→ **Data excerpts**:
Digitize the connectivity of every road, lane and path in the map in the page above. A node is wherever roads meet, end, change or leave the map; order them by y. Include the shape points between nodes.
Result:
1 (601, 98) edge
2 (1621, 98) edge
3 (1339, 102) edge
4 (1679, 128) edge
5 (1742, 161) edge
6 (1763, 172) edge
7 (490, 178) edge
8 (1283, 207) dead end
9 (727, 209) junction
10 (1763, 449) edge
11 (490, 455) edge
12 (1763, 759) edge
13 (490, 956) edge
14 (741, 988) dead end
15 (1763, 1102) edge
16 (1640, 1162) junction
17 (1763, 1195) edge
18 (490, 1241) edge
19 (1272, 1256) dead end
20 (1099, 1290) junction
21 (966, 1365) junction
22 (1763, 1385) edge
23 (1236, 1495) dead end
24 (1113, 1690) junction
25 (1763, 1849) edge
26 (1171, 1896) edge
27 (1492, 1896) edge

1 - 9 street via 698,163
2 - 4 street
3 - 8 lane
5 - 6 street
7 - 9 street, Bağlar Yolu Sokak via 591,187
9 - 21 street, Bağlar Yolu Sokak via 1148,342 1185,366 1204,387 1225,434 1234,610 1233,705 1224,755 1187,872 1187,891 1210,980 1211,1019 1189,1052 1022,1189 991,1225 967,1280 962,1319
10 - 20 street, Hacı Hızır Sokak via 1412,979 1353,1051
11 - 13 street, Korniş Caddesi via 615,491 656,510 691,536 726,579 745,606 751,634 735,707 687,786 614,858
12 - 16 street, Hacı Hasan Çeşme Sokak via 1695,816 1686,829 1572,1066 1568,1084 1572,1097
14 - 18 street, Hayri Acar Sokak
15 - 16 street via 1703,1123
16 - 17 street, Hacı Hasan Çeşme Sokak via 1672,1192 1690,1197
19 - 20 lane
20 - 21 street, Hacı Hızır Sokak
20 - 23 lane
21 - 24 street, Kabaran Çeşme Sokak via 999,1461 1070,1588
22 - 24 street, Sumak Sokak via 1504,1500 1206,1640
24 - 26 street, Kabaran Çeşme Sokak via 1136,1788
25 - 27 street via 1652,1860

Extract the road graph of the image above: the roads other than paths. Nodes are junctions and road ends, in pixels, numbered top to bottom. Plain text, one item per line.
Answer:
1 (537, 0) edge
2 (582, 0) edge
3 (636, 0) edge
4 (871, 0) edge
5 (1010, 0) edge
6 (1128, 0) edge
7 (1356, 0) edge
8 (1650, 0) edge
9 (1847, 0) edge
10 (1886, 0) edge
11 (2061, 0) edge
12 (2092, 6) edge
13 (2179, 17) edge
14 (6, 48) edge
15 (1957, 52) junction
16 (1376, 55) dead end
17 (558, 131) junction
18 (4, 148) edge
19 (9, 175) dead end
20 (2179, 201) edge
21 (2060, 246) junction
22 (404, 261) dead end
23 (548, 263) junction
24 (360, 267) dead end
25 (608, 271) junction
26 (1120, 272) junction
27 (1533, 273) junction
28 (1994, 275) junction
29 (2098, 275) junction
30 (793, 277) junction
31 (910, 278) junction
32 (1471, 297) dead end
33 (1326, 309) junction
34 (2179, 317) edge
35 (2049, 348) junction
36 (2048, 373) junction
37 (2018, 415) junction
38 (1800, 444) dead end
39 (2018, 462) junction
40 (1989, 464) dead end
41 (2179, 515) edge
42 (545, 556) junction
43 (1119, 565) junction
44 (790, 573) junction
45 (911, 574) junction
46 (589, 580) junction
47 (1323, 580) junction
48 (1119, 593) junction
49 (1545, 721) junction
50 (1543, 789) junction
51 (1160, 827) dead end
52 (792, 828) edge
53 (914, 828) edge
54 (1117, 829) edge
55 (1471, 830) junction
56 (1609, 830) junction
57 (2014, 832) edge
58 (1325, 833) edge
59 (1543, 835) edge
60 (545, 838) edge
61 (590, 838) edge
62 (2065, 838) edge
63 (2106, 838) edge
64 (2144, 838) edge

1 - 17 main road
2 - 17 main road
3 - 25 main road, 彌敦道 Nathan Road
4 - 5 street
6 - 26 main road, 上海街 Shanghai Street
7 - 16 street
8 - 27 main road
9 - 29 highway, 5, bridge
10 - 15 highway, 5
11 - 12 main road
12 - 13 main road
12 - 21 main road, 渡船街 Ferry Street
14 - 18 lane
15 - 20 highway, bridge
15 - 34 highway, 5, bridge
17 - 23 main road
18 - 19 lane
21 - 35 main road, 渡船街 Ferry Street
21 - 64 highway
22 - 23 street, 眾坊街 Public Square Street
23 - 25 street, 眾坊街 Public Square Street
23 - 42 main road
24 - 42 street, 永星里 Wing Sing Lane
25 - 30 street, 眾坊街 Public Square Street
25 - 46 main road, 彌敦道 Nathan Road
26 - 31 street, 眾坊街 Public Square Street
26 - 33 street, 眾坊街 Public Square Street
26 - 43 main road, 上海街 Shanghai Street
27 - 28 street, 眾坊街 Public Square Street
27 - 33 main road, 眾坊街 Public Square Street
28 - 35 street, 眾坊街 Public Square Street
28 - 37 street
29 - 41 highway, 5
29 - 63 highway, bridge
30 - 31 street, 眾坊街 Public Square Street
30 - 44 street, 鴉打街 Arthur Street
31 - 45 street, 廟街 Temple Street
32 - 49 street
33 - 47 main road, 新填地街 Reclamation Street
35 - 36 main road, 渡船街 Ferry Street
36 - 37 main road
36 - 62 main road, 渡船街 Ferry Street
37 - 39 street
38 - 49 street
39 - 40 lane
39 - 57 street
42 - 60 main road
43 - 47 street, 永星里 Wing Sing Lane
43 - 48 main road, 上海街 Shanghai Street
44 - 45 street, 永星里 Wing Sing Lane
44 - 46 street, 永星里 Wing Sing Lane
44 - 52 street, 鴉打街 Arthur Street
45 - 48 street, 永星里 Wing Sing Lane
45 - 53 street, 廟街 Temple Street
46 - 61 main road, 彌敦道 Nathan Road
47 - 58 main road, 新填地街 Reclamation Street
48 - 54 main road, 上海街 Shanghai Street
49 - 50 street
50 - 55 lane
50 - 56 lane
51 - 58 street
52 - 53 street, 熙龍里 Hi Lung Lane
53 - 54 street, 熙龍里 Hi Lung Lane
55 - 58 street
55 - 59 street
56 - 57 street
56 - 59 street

→ **What is needed**:
What lines of the data contain the string "Çeşme"? List them.

→ **Expected answer**:
12 - 16 street, Hacı Hasan Çeşme Sokak via 1695,816 1686,829 1572,1066 1568,1084 1572,1097
16 - 17 street, Hacı Hasan Çeşme Sokak via 1672,1192 1690,1197
21 - 24 street, Kabaran Çeşme Sokak via 999,1461 1070,1588
24 - 26 street, Kabaran Çeşme Sokak via 1136,1788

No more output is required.